# Records for this task
------

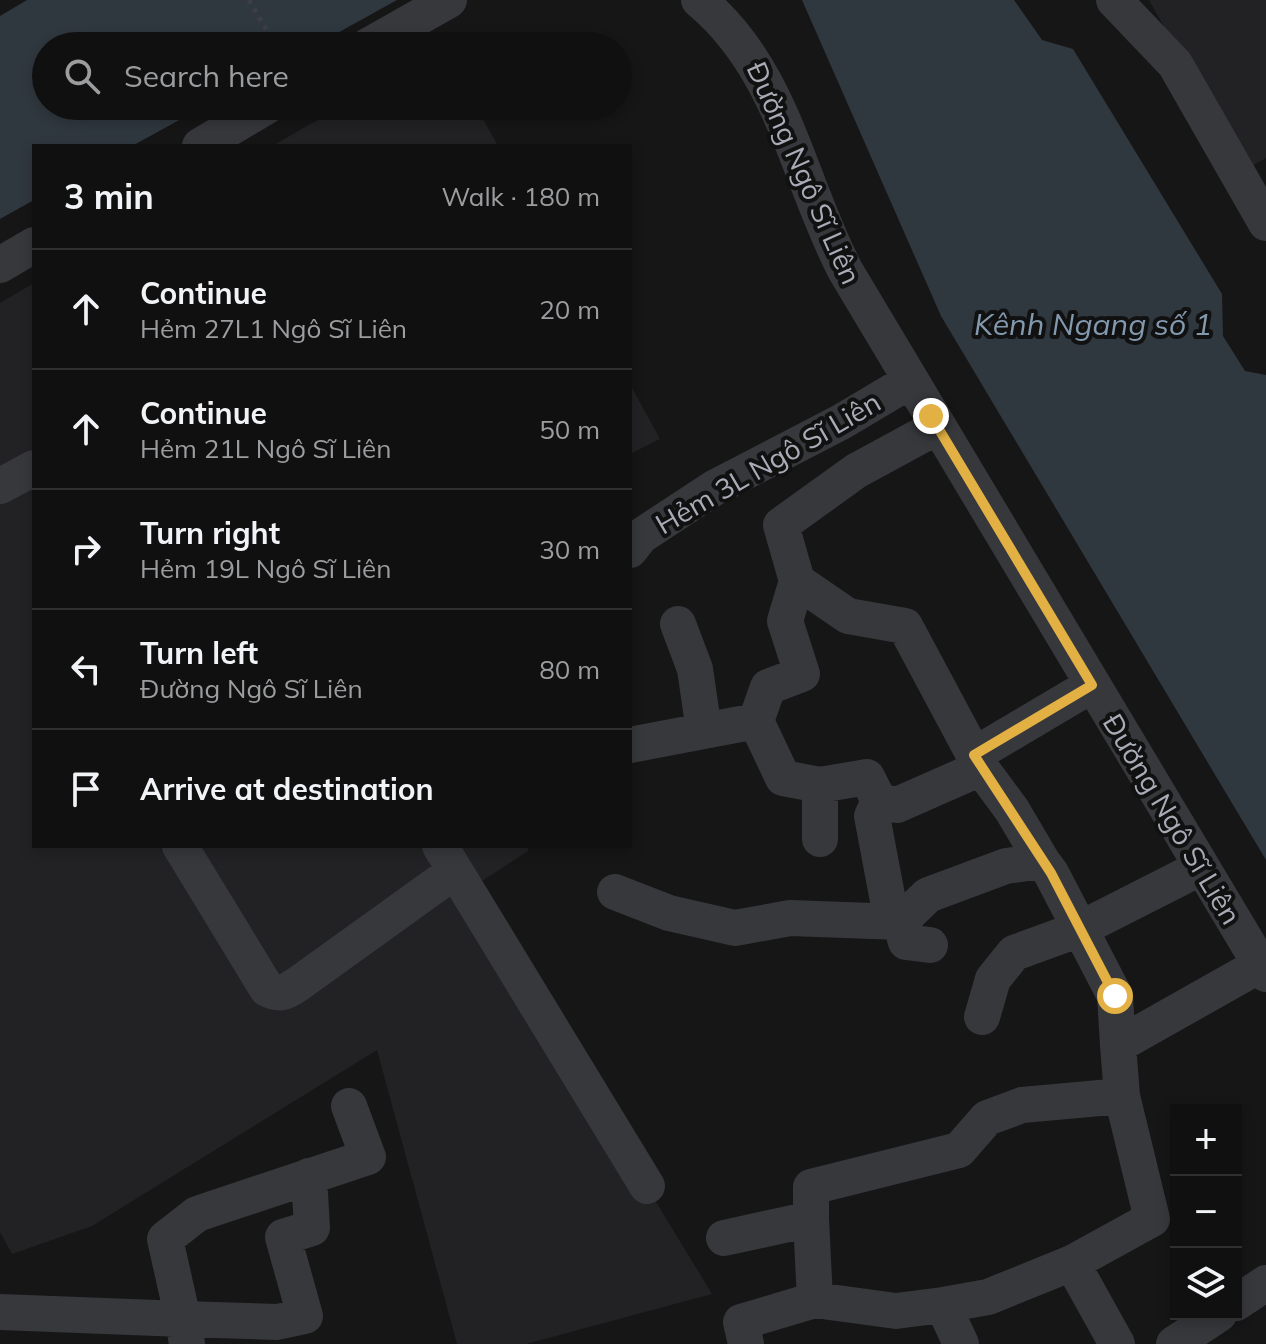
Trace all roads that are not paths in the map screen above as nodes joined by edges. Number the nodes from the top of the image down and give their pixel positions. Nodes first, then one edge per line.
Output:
1 (449, 0) edge
2 (699, 0) edge
3 (1114, 0) edge
4 (393, 32) edge
5 (244, 120) edge
6 (203, 144) edge
7 (1266, 223) edge
8 (32, 246) edge
9 (0, 265) edge
10 (910, 381) junction
11 (937, 427) junction
12 (32, 469) edge
13 (0, 486) edge
14 (632, 547) edge
15 (797, 581) junction
16 (678, 624) dead end
17 (1092, 685) junction
18 (756, 721) junction
19 (704, 731) junction
20 (632, 745) edge
21 (977, 762) junction
22 (820, 785) junction
23 (879, 801) junction
24 (820, 839) dead end
25 (181, 848) edge
26 (448, 859) edge
27 (1042, 861) junction
28 (1202, 867) junction
29 (615, 892) dead end
30 (896, 922) junction
31 (1080, 929) junction
32 (930, 945) dead end
33 (1263, 970) edge
34 (982, 1017) dead end
35 (1118, 1045) junction
36 (1122, 1096) junction
37 (349, 1106) dead end
38 (309, 1176) junction
39 (647, 1186) dead end
40 (811, 1219) junction
41 (724, 1238) dead end
42 (1072, 1263) junction
43 (1266, 1283) edge
44 (1242, 1299) edge
45 (815, 1300) junction
46 (943, 1305) junction
47 (0, 1312) edge
48 (1210, 1320) edge
49 (185, 1332) edge
50 (271, 1333) edge
51 (744, 1333) edge
52 (961, 1344) edge
53 (1117, 1344) edge
54 (1174, 1344) edge

1 - 4 street
2 - 10 street, Đường Ngô Sĩ Liên
3 - 7 street
5 - 6 street
8 - 9 street
10 - 11 street, Đường Ngô Sĩ Liên
10 - 14 street, Hẻm 3L Ngô Sĩ Liên
11 - 15 street
11 - 17 street, Đường Ngô Sĩ Liên
12 - 13 street
15 - 18 street
15 - 21 street
16 - 19 street
17 - 21 street
17 - 28 street, Đường Ngô Sĩ Liên
18 - 19 street
18 - 22 street
19 - 20 street
21 - 23 street
21 - 27 street
22 - 23 street
22 - 24 street
23 - 30 street
25 - 26 street
26 - 39 street
27 - 30 street
27 - 31 street
28 - 31 street
28 - 33 street, Đường Ngô Sĩ Liên
29 - 30 street
30 - 32 street
31 - 34 street
31 - 35 street
33 - 35 street
35 - 36 street
36 - 40 street
36 - 42 street
37 - 38 street
38 - 49 street
38 - 50 street
40 - 41 street
40 - 45 street
42 - 46 street
42 - 53 street
43 - 44 street
45 - 46 street
45 - 51 street
46 - 52 street
47 - 49 street
48 - 54 street
49 - 50 street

------

# What to work on
For the data above, state how many lines contain "Liên"; the number is the whole answer.

# Solution for this exercise
6